§ **Work instruction**: Starting with the line that contains "I need the junctions", set down each line through the end of the entries below, exactly and with nothing added.

Stored data entries:

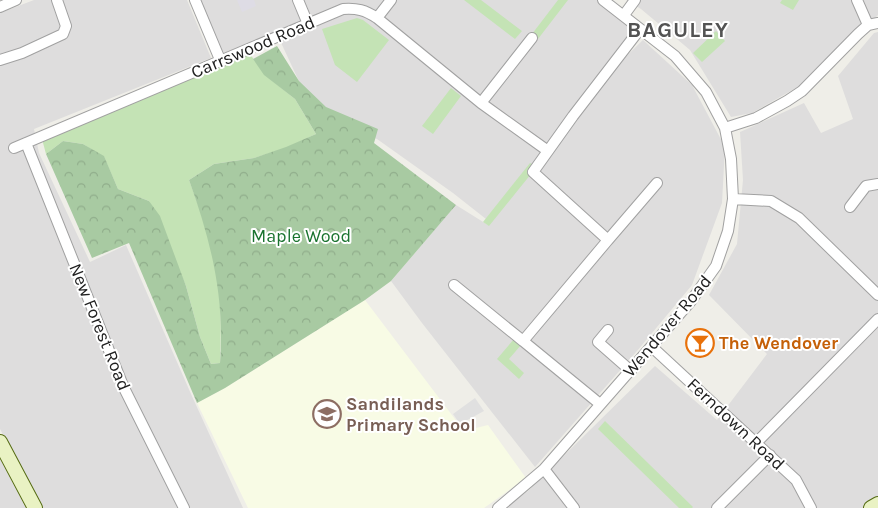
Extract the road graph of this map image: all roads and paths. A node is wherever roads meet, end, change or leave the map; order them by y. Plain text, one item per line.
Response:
1 (16, 0) edge
2 (57, 0) edge
3 (195, 0) edge
4 (298, 0) edge
5 (391, 0) edge
6 (603, 0) edge
7 (635, 0) edge
8 (856, 0) edge
9 (0, 6) edge
10 (624, 15) junction
11 (377, 18) junction
12 (308, 24) junction
13 (873, 24) edge
14 (640, 29) junction
15 (532, 38) dead end
16 (0, 60) edge
17 (221, 62) junction
18 (481, 102) junction
19 (725, 128) junction
20 (26, 143) junction
21 (14, 148) dead end
22 (548, 151) junction
23 (657, 183) dead end
24 (878, 184) edge
25 (733, 199) junction
26 (850, 207) dead end
27 (608, 240) junction
28 (454, 285) dead end
29 (878, 295) edge
30 (878, 319) edge
31 (608, 330) dead end
32 (523, 341) junction
33 (652, 346) junction
34 (631, 371) junction
35 (600, 404) junction
36 (0, 442) edge
37 (757, 442) junction
38 (770, 455) junction
39 (544, 469) junction
40 (878, 504) edge
41 (35, 508) edge
42 (184, 508) edge
43 (498, 508) edge
44 (574, 508) edge
45 (717, 508) edge
46 (811, 508) edge
47 (871, 508) edge

1 - 9 street
2 - 16 street
3 - 17 street
4 - 12 street
5 - 11 street
6 - 10 street, Wendover Road
7 - 10 street
8 - 13 street
10 - 14 street, Wendover Road
11 - 12 street, Carrswood Road
11 - 18 street, Carrswood Road
12 - 17 street, Carrswood Road
13 - 19 street
14 - 19 street, Wendover Road
14 - 22 street
15 - 18 street
17 - 20 street, Carrswood Road
18 - 22 street, Carrswood Road
19 - 25 street, Wendover Road
20 - 21 street, Carrswood Road
20 - 42 street, New Forest Road
22 - 27 street
23 - 27 street
24 - 26 street
25 - 29 street
25 - 33 street, Wendover Road
27 - 32 street
28 - 32 street
30 - 37 street
31 - 34 street
32 - 35 street
33 - 34 street, Wendover Road
33 - 37 street, Ferndown Road
34 - 35 street, Wendover Road
35 - 39 street, Wendover Road
36 - 41 street
37 - 38 street, Ferndown Road
38 - 45 street
38 - 46 street, Ferndown Road
39 - 43 street, Wendover Road
39 - 44 street
40 - 47 street

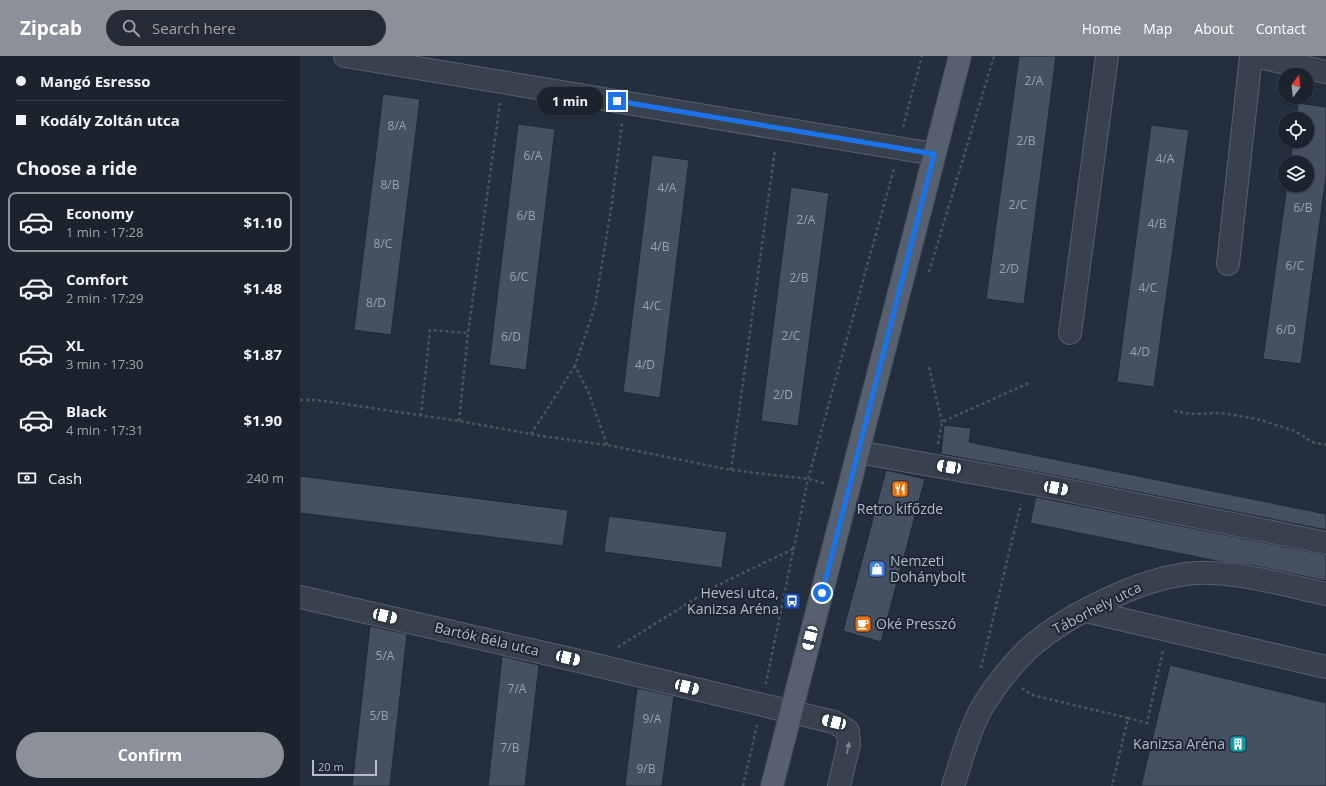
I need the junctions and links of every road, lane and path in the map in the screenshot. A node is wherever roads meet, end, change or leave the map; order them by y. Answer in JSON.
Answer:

§ **Finished task**:
I need the junctions and links of every road, lane and path in the map in the screenshot. A node is wherever roads meet, end, change or leave the map; order them by y. Answer in JSON.
Answer:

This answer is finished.